▸ Task goal
The answer should consist of each line below that contains the word "Gottfried".

───

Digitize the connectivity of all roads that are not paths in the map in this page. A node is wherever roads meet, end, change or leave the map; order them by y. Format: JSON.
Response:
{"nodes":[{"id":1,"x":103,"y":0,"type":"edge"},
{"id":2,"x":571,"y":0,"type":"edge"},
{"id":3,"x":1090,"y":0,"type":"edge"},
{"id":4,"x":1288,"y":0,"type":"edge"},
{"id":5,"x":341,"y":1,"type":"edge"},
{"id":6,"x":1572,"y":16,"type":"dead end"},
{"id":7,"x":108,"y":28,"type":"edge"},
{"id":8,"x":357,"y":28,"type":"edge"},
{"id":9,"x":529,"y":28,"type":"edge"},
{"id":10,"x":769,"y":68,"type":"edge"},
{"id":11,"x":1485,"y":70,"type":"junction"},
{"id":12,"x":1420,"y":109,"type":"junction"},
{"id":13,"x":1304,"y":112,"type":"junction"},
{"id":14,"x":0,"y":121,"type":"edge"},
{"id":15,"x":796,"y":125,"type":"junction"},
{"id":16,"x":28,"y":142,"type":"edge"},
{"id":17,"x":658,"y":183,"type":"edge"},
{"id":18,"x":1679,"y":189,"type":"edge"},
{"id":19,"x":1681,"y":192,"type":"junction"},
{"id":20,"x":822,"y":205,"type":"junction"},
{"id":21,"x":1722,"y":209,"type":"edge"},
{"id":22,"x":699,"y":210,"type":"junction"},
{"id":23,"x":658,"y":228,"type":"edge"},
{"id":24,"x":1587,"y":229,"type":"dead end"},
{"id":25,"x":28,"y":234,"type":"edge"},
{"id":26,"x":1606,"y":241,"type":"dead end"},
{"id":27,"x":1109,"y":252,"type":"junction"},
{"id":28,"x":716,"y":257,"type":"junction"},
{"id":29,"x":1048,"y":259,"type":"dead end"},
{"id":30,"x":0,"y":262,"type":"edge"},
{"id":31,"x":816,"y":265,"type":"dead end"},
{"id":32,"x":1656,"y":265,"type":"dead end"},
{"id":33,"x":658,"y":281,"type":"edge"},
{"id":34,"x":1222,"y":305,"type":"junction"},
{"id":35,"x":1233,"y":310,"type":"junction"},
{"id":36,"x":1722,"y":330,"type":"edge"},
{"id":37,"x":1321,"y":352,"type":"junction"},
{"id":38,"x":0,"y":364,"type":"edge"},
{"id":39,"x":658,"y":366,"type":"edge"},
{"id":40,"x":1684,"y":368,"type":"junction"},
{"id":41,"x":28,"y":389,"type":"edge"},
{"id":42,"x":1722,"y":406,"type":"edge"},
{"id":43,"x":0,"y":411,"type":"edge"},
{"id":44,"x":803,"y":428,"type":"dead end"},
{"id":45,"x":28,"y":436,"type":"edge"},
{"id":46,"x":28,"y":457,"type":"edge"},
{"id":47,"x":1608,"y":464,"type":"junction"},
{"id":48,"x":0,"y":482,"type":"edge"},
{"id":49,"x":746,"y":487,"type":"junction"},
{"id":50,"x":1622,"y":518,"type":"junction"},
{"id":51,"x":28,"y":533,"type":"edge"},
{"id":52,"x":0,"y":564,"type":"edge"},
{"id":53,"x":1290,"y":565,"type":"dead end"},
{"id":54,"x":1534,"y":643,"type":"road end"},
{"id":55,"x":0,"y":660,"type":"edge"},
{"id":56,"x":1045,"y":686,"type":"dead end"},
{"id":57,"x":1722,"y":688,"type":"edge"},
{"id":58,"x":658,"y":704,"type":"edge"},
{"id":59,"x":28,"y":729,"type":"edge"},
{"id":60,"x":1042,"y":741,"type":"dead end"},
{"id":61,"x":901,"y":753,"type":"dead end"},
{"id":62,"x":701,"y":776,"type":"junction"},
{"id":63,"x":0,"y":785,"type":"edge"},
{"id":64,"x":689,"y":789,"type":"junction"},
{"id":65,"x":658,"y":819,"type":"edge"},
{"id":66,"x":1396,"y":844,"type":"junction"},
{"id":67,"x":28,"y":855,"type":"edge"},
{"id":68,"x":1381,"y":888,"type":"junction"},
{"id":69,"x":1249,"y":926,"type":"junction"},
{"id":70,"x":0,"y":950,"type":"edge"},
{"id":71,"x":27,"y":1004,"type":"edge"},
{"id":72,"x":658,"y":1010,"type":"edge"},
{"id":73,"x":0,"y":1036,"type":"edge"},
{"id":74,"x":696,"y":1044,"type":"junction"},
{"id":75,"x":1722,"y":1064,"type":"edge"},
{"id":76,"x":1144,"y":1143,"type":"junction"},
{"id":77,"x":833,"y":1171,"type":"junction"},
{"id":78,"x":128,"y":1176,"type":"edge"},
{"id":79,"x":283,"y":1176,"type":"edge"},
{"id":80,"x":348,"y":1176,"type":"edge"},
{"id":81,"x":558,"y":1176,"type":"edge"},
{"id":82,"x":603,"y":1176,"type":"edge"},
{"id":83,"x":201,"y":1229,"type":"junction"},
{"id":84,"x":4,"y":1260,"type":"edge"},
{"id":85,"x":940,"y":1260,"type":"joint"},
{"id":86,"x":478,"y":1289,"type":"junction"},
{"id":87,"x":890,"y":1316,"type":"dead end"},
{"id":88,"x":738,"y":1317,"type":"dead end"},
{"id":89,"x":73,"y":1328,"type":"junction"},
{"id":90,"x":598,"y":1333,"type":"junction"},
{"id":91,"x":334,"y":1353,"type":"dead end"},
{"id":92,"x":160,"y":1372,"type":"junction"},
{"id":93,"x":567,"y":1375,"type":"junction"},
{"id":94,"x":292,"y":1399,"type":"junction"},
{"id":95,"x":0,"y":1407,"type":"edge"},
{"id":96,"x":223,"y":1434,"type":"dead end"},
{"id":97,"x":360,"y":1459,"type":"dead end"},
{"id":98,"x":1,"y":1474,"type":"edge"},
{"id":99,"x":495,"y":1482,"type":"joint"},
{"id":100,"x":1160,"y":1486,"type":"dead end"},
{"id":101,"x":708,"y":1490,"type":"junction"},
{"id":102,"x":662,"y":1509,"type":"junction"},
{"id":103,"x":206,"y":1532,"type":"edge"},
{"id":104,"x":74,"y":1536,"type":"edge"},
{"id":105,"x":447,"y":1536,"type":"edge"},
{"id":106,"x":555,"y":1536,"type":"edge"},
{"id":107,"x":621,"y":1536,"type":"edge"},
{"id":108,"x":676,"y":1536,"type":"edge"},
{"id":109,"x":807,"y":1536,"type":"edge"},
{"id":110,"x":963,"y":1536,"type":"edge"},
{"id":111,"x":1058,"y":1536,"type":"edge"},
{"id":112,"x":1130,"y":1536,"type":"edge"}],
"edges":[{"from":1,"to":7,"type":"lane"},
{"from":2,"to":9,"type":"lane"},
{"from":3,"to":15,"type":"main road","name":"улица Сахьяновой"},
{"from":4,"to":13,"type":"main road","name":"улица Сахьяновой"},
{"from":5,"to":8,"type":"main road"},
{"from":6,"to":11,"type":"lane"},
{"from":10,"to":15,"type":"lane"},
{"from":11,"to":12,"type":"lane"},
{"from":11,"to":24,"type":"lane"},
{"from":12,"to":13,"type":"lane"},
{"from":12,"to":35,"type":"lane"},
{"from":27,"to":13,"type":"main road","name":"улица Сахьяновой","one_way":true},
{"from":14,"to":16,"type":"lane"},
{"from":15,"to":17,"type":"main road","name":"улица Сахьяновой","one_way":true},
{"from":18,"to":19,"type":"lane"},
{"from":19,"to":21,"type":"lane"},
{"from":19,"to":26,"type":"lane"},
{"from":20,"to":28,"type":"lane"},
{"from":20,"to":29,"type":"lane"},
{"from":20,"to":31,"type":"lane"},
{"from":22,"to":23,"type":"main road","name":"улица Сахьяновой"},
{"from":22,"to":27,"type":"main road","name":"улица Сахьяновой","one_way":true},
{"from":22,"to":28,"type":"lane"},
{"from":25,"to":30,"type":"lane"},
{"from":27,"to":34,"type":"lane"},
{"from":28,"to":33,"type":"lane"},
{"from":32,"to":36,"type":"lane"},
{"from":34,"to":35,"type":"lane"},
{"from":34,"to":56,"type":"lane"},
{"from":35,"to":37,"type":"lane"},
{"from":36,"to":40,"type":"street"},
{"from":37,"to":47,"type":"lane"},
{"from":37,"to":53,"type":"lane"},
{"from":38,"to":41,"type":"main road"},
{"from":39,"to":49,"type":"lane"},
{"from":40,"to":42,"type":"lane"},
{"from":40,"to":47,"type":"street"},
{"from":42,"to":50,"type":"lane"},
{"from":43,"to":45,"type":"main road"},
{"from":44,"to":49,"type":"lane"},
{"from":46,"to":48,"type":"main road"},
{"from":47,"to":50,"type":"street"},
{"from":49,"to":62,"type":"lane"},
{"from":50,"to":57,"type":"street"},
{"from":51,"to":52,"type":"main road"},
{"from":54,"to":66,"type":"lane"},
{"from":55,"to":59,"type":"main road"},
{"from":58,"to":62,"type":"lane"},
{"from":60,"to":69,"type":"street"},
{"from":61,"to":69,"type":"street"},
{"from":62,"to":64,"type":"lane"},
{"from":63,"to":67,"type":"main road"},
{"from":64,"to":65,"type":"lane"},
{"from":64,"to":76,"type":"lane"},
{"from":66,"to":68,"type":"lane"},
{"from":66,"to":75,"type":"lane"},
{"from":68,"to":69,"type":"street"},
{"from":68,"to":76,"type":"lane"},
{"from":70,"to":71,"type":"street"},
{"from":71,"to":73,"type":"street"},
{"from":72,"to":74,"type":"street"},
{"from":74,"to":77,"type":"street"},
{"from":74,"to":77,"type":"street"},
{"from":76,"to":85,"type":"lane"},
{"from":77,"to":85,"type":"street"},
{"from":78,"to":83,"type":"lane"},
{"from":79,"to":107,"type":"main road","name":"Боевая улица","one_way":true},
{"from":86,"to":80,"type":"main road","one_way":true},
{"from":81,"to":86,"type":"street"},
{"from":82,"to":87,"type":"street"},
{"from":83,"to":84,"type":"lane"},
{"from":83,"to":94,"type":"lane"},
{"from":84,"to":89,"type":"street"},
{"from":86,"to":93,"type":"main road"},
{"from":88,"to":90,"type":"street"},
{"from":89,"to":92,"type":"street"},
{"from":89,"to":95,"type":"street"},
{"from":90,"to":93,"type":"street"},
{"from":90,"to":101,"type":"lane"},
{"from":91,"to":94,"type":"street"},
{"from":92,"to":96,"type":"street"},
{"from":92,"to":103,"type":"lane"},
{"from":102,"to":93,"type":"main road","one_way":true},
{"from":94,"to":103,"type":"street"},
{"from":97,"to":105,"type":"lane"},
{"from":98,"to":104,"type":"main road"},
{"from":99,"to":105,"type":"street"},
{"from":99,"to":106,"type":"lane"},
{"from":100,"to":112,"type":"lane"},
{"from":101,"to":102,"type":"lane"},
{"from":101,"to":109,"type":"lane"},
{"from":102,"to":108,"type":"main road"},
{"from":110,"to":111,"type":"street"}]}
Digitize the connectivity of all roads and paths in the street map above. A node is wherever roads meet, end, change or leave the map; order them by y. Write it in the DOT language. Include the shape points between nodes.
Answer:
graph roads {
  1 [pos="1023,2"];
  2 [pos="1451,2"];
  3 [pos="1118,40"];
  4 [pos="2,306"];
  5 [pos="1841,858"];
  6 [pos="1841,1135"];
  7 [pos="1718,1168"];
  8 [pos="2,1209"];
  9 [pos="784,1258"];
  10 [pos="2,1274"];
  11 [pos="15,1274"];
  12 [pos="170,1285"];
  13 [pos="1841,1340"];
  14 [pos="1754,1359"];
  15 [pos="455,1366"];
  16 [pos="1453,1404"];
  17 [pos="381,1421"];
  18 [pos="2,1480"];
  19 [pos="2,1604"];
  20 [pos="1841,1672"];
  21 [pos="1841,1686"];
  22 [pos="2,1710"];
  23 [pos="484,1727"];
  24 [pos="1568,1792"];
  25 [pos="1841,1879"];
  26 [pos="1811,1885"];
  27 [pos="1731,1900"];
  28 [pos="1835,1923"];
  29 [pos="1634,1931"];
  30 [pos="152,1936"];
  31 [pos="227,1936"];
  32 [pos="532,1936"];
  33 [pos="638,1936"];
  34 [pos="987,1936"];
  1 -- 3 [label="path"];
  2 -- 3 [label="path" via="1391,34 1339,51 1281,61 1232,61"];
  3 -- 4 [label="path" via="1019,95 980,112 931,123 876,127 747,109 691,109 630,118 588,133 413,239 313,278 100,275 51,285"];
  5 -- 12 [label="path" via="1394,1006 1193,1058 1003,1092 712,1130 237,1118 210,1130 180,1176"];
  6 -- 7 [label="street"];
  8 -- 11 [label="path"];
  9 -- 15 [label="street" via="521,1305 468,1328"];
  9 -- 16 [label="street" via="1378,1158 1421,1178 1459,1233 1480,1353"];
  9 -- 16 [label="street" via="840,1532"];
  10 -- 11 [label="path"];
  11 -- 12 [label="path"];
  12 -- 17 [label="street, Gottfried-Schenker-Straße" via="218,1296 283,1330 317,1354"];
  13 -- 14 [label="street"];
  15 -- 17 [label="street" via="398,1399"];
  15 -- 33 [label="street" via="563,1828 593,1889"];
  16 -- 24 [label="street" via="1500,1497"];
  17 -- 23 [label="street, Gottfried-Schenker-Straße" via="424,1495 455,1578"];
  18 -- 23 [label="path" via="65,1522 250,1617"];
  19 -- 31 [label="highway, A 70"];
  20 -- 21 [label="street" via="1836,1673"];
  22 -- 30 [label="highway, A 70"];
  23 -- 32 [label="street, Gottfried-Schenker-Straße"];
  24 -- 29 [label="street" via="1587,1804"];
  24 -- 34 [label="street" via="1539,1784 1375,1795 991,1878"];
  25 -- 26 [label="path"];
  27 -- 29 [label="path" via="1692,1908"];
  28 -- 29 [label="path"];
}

───

▸ Solution to this problem
  12 -- 17 [label="street, Gottfried-Schenker-Straße" via="218,1296 283,1330 317,1354"];
  17 -- 23 [label="street, Gottfried-Schenker-Straße" via="424,1495 455,1578"];
  23 -- 32 [label="street, Gottfried-Schenker-Straße"];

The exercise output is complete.